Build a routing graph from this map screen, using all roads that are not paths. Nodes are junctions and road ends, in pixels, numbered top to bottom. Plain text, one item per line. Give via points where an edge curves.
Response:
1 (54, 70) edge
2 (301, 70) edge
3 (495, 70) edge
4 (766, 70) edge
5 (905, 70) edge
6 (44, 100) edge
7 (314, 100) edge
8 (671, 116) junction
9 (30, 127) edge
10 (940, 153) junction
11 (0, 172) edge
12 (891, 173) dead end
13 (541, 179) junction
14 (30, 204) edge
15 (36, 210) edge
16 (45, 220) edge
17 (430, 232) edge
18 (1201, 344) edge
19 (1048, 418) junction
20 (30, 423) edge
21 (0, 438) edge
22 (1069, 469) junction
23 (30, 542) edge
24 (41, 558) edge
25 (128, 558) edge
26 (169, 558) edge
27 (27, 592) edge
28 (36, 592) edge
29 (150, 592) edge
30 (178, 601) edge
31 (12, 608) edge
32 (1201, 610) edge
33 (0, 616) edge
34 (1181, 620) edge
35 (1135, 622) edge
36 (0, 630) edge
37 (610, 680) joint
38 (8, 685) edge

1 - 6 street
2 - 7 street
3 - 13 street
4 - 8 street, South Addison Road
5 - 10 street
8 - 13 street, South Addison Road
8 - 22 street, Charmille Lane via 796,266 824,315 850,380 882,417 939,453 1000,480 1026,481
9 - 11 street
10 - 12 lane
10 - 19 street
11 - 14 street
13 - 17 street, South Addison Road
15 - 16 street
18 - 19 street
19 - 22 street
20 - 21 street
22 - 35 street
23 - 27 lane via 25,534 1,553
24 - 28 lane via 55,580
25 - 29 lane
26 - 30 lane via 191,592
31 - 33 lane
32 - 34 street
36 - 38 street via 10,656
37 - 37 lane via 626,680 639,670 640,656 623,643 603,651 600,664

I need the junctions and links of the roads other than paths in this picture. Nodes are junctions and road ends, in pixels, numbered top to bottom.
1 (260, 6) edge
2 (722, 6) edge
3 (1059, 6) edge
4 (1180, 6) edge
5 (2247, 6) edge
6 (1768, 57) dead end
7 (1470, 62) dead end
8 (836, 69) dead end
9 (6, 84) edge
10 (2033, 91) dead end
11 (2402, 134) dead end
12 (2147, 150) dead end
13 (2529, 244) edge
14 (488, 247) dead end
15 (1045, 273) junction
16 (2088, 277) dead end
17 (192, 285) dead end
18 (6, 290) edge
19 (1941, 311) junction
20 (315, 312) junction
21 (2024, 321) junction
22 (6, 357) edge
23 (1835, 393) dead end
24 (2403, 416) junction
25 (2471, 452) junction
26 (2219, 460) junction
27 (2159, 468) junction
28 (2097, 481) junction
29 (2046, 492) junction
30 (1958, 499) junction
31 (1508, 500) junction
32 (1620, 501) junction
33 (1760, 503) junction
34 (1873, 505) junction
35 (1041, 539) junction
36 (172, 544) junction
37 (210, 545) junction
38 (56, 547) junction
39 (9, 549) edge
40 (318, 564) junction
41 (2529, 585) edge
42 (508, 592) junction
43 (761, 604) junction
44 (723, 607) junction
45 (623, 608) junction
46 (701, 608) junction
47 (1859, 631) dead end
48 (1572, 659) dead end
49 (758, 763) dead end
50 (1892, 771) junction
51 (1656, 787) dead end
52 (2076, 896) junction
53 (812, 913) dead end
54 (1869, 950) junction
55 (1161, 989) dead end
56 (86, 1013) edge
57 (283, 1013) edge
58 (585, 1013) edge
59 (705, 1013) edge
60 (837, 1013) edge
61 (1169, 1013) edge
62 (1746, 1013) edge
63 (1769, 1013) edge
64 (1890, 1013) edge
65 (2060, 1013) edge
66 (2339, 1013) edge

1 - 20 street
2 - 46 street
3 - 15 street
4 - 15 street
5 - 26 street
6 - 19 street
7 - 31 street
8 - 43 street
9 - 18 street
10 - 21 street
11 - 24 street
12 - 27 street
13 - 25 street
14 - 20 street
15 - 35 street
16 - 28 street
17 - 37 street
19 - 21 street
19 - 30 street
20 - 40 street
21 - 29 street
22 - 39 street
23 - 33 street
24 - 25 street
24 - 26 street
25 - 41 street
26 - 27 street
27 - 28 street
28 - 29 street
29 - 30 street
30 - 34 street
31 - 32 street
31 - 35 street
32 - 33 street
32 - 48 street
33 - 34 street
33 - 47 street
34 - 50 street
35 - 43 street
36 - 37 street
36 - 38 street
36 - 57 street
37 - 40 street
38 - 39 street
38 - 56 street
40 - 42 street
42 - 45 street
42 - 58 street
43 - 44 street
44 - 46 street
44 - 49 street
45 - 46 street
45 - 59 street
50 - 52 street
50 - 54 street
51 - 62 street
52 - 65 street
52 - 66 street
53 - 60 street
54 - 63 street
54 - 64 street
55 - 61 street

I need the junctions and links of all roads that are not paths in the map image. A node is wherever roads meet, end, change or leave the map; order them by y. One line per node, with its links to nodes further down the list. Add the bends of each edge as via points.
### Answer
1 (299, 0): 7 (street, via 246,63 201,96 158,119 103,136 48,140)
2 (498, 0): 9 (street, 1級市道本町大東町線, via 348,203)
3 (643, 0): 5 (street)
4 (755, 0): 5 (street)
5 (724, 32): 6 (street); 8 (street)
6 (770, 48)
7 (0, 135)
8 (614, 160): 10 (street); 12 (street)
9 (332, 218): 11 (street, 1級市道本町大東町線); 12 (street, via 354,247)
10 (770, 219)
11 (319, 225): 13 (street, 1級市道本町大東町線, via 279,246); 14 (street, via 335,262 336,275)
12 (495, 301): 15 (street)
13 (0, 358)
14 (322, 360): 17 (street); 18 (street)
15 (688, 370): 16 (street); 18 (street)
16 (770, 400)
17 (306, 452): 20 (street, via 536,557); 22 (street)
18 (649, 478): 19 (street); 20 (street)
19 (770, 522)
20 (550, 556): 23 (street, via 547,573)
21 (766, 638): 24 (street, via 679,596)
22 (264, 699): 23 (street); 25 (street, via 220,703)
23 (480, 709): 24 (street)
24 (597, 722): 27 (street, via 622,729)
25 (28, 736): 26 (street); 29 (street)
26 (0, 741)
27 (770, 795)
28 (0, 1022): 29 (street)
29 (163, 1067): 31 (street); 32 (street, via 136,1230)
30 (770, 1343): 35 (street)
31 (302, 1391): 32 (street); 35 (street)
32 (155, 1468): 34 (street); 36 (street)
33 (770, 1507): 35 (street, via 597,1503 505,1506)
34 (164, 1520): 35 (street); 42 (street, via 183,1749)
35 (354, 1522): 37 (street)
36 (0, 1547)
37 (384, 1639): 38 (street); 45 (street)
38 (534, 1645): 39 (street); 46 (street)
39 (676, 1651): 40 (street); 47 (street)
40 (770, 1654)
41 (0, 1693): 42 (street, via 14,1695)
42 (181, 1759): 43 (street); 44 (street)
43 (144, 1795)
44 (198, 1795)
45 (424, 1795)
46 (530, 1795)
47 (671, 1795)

Work to be completed> Each line of the data must be copied exactly as it appears.

Reply to the task>
Build a routing graph from this map screen, using all roads that are not paths. Nodes are junctions and road ends, in pixels, numbered top to bottom. Plain text, one item per line. Give via points where an edge curves.
Response:
1 (54, 70) edge
2 (301, 70) edge
3 (495, 70) edge
4 (766, 70) edge
5 (905, 70) edge
6 (44, 100) edge
7 (314, 100) edge
8 (671, 116) junction
9 (30, 127) edge
10 (940, 153) junction
11 (0, 172) edge
12 (891, 173) dead end
13 (541, 179) junction
14 (30, 204) edge
15 (36, 210) edge
16 (45, 220) edge
17 (430, 232) edge
18 (1201, 344) edge
19 (1048, 418) junction
20 (30, 423) edge
21 (0, 438) edge
22 (1069, 469) junction
23 (30, 542) edge
24 (41, 558) edge
25 (128, 558) edge
26 (169, 558) edge
27 (27, 592) edge
28 (36, 592) edge
29 (150, 592) edge
30 (178, 601) edge
31 (12, 608) edge
32 (1201, 610) edge
33 (0, 616) edge
34 (1181, 620) edge
35 (1135, 622) edge
36 (0, 630) edge
37 (610, 680) joint
38 (8, 685) edge

1 - 6 street
2 - 7 street
3 - 13 street
4 - 8 street, South Addison Road
5 - 10 street
8 - 13 street, South Addison Road
8 - 22 street, Charmille Lane via 796,266 824,315 850,380 882,417 939,453 1000,480 1026,481
9 - 11 street
10 - 12 lane
10 - 19 street
11 - 14 street
13 - 17 street, South Addison Road
15 - 16 street
18 - 19 street
19 - 22 street
20 - 21 street
22 - 35 street
23 - 27 lane via 25,534 1,553
24 - 28 lane via 55,580
25 - 29 lane
26 - 30 lane via 191,592
31 - 33 lane
32 - 34 street
36 - 38 street via 10,656
37 - 37 lane via 626,680 639,670 640,656 623,643 603,651 600,664

I need the junctions and links of the roads other than paths in this picture. Nodes are junctions and road ends, in pixels, numbered top to bottom.
1 (260, 6) edge
2 (722, 6) edge
3 (1059, 6) edge
4 (1180, 6) edge
5 (2247, 6) edge
6 (1768, 57) dead end
7 (1470, 62) dead end
8 (836, 69) dead end
9 (6, 84) edge
10 (2033, 91) dead end
11 (2402, 134) dead end
12 (2147, 150) dead end
13 (2529, 244) edge
14 (488, 247) dead end
15 (1045, 273) junction
16 (2088, 277) dead end
17 (192, 285) dead end
18 (6, 290) edge
19 (1941, 311) junction
20 (315, 312) junction
21 (2024, 321) junction
22 (6, 357) edge
23 (1835, 393) dead end
24 (2403, 416) junction
25 (2471, 452) junction
26 (2219, 460) junction
27 (2159, 468) junction
28 (2097, 481) junction
29 (2046, 492) junction
30 (1958, 499) junction
31 (1508, 500) junction
32 (1620, 501) junction
33 (1760, 503) junction
34 (1873, 505) junction
35 (1041, 539) junction
36 (172, 544) junction
37 (210, 545) junction
38 (56, 547) junction
39 (9, 549) edge
40 (318, 564) junction
41 (2529, 585) edge
42 (508, 592) junction
43 (761, 604) junction
44 (723, 607) junction
45 (623, 608) junction
46 (701, 608) junction
47 (1859, 631) dead end
48 (1572, 659) dead end
49 (758, 763) dead end
50 (1892, 771) junction
51 (1656, 787) dead end
52 (2076, 896) junction
53 (812, 913) dead end
54 (1869, 950) junction
55 (1161, 989) dead end
56 (86, 1013) edge
57 (283, 1013) edge
58 (585, 1013) edge
59 (705, 1013) edge
60 (837, 1013) edge
61 (1169, 1013) edge
62 (1746, 1013) edge
63 (1769, 1013) edge
64 (1890, 1013) edge
65 (2060, 1013) edge
66 (2339, 1013) edge

1 - 20 street
2 - 46 street
3 - 15 street
4 - 15 street
5 - 26 street
6 - 19 street
7 - 31 street
8 - 43 street
9 - 18 street
10 - 21 street
11 - 24 street
12 - 27 street
13 - 25 street
14 - 20 street
15 - 35 street
16 - 28 street
17 - 37 street
19 - 21 street
19 - 30 street
20 - 40 street
21 - 29 street
22 - 39 street
23 - 33 street
24 - 25 street
24 - 26 street
25 - 41 street
26 - 27 street
27 - 28 street
28 - 29 street
29 - 30 street
30 - 34 street
31 - 32 street
31 - 35 street
32 - 33 street
32 - 48 street
33 - 34 street
33 - 47 street
34 - 50 street
35 - 43 street
36 - 37 street
36 - 38 street
36 - 57 street
37 - 40 street
38 - 39 street
38 - 56 street
40 - 42 street
42 - 45 street
42 - 58 street
43 - 44 street
44 - 46 street
44 - 49 street
45 - 46 street
45 - 59 street
50 - 52 street
50 - 54 street
51 - 62 street
52 - 65 street
52 - 66 street
53 - 60 street
54 - 63 street
54 - 64 street
55 - 61 street

I need the junctions and links of all roads that are not paths in the map image. A node is wherever roads meet, end, change or leave the map; order them by y. One line per node, with its links to nodes further down the list. Add the bends of each edge as via points.
### Answer
1 (299, 0): 7 (street, via 246,63 201,96 158,119 103,136 48,140)
2 (498, 0): 9 (street, 1級市道本町大東町線, via 348,203)
3 (643, 0): 5 (street)
4 (755, 0): 5 (street)
5 (724, 32): 6 (street); 8 (street)
6 (770, 48)
7 (0, 135)
8 (614, 160): 10 (street); 12 (street)
9 (332, 218): 11 (street, 1級市道本町大東町線); 12 (street, via 354,247)
10 (770, 219)
11 (319, 225): 13 (street, 1級市道本町大東町線, via 279,246); 14 (street, via 335,262 336,275)
12 (495, 301): 15 (street)
13 (0, 358)
14 (322, 360): 17 (street); 18 (street)
15 (688, 370): 16 (street); 18 (street)
16 (770, 400)
17 (306, 452): 20 (street, via 536,557); 22 (street)
18 (649, 478): 19 (street); 20 (street)
19 (770, 522)
20 (550, 556): 23 (street, via 547,573)
21 (766, 638): 24 (street, via 679,596)
22 (264, 699): 23 (street); 25 (street, via 220,703)
23 (480, 709): 24 (street)
24 (597, 722): 27 (street, via 622,729)
25 (28, 736): 26 (street); 29 (street)
26 (0, 741)
27 (770, 795)
28 (0, 1022): 29 (street)
29 (163, 1067): 31 (street); 32 (street, via 136,1230)
30 (770, 1343): 35 (street)
31 (302, 1391): 32 (street); 35 (street)
32 (155, 1468): 34 (street); 36 (street)
33 (770, 1507): 35 (street, via 597,1503 505,1506)
34 (164, 1520): 35 (street); 42 (street, via 183,1749)
35 (354, 1522): 37 (street)
36 (0, 1547)
37 (384, 1639): 38 (street); 45 (street)
38 (534, 1645): 39 (street); 46 (street)
39 (676, 1651): 40 (street); 47 (street)
40 (770, 1654)
41 (0, 1693): 42 (street, via 14,1695)
42 (181, 1759): 43 (street); 44 (street)
43 (144, 1795)
44 (198, 1795)
45 (424, 1795)
46 (530, 1795)
47 (671, 1795)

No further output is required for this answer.